The goal of this process is to get the user to perform some action, like purchasing your product, making a donation, or telling their friends about your product or service. There are many different ways you can encourage a visitor to take action. Different wording, button styles, product images, and layouts all have an effect.
So how can Google help? One way to decide which button style makes more users want to click it is to use your experience or intuition. Another way is to test, test, test. And that's where Website Optimizer comes in.
What Website Optimizer Does
Website Optimizer a free service from Google that allows you to present different versions of your website to users. Each time somebody visits your website they'll see one of your test cases. If you're testing button styling, one test case might be a yellow button and another case a red button.

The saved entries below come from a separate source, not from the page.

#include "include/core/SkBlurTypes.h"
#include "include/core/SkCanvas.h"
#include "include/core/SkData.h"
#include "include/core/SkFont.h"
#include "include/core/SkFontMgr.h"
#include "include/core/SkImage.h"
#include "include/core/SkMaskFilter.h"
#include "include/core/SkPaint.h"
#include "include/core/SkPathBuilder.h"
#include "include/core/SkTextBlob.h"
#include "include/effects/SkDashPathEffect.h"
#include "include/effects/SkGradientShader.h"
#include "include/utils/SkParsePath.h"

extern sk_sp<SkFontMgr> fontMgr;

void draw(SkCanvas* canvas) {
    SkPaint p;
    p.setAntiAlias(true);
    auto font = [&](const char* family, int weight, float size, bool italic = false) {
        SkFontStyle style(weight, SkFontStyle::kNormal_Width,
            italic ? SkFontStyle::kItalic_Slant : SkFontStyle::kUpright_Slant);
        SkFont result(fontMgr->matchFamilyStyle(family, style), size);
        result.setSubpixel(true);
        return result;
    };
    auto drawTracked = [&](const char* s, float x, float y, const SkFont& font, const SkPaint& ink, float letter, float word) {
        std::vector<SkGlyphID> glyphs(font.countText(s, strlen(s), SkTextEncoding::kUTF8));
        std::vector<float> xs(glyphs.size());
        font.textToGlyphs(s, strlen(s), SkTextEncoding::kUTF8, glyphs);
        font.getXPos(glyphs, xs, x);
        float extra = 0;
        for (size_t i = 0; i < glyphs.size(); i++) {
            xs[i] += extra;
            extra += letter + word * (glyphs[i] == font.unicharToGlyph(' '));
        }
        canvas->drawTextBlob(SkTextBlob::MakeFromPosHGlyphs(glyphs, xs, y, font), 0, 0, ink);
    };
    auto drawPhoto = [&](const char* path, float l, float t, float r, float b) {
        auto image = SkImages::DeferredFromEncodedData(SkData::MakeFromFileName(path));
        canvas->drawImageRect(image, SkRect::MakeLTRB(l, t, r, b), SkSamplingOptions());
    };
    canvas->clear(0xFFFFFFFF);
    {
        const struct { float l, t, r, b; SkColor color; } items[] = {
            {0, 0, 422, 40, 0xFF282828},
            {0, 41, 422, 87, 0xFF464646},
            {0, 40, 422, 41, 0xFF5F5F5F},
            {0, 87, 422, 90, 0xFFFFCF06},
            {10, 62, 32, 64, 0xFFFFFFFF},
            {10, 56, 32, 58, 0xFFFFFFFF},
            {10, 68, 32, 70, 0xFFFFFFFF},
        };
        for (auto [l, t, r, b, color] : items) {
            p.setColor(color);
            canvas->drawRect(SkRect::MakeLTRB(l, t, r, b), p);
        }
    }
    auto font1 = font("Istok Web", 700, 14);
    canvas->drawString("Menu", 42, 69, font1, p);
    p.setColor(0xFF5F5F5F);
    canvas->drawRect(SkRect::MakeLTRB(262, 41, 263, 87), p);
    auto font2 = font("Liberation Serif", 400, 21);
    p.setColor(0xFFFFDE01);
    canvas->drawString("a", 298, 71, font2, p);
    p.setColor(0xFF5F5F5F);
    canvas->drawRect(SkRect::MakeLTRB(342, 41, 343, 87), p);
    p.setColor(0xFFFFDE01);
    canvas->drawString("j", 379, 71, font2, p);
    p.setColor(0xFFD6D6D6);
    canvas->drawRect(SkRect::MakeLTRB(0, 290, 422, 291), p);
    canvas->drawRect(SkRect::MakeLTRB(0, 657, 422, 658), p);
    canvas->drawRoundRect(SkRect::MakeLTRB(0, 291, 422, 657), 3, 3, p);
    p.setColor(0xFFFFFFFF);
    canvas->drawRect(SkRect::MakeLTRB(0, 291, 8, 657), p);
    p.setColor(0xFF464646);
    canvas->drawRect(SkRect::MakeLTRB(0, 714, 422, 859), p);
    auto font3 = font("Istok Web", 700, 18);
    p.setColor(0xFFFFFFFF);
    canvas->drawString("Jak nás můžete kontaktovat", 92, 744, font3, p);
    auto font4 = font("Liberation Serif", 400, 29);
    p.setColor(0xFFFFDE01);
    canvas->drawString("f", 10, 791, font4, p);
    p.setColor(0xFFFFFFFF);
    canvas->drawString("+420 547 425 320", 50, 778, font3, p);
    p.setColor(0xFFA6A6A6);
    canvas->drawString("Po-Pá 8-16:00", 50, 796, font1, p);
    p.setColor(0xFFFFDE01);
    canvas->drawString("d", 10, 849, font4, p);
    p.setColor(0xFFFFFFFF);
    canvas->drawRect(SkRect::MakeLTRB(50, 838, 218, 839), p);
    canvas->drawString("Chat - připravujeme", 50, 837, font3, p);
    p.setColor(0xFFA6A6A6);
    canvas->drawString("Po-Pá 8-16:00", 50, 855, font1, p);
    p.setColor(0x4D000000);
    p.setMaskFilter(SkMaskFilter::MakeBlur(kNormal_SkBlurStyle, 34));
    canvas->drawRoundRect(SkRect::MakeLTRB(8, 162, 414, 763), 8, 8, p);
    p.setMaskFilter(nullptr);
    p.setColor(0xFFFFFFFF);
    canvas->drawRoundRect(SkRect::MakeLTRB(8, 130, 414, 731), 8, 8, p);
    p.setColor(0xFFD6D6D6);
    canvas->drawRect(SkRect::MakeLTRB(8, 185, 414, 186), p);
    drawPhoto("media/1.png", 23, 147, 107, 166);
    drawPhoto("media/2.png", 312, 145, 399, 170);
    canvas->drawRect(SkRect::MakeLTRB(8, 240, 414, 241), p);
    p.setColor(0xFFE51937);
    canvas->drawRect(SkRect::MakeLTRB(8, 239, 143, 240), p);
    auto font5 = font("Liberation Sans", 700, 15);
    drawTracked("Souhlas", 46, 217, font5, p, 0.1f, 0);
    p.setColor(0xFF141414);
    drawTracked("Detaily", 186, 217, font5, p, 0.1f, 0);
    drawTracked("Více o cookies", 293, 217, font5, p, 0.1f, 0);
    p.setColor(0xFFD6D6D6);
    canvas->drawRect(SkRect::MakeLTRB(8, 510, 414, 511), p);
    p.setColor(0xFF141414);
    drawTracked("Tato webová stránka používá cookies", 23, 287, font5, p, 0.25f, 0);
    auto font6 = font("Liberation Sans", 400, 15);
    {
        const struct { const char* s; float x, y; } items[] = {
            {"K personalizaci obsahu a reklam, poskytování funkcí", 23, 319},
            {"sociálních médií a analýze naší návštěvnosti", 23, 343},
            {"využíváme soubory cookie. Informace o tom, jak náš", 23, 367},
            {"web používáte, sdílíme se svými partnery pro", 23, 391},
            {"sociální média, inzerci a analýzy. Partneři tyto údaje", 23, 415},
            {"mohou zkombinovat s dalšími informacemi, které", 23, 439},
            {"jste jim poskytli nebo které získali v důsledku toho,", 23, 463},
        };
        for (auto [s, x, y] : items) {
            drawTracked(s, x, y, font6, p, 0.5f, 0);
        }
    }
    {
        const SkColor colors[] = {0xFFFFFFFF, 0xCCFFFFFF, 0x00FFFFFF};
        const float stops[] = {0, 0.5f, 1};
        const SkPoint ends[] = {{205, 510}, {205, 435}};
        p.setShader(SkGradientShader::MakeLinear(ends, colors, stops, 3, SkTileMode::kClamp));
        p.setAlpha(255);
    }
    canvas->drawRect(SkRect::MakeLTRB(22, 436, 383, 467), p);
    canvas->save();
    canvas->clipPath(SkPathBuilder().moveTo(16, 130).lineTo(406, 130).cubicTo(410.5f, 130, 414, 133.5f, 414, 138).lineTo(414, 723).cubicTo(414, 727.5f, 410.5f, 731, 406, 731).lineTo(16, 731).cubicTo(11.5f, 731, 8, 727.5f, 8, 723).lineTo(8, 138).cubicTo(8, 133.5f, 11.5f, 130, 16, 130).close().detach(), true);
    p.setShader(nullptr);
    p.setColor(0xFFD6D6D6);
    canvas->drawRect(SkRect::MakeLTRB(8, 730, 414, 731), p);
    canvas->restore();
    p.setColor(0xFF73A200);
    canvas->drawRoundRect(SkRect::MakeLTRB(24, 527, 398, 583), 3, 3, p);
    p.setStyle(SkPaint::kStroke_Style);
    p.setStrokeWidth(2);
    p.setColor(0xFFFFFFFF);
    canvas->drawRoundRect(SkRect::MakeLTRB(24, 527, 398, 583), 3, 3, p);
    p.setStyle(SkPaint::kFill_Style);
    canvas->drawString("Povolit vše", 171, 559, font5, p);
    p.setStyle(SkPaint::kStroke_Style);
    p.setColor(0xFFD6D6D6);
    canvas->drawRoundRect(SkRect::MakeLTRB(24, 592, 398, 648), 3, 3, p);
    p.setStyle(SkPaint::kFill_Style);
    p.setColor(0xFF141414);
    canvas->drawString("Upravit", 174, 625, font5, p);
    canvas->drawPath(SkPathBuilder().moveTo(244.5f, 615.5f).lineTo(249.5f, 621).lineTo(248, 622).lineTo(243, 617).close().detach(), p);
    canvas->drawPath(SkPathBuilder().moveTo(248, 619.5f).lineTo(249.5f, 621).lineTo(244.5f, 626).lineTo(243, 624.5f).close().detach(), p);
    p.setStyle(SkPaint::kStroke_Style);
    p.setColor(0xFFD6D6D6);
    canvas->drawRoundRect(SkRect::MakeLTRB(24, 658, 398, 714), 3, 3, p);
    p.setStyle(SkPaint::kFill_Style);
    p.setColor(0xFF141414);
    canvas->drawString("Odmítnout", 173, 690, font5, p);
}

Web Optimizer records which version of the website was displayed and then records whether or not the user clicked the button. This button click is your "success event" and should lead to one of the desired actions mentioned above.
Once you get enough of these "success events" you can look at the numbers to determine which button was more likely to be clicked. By testing different improvements all over your website, you can make it more effective at getting visitors to perform the desired action.
Notes on Website Optimizer
There's a caveat to all this. Your site needs to have visitors coming in and triggering "success events" fairly regularly for this to be useful. If only ten people click the button in a month then you don't have very much data to measure. John recommends having at least 100 success events per test case per month.
"Test shouts, not whispers."
John also points out that you should be testing big changes. He likes to use the six-foot rule: you should be testing changes that are visible from six feet away from the monitor.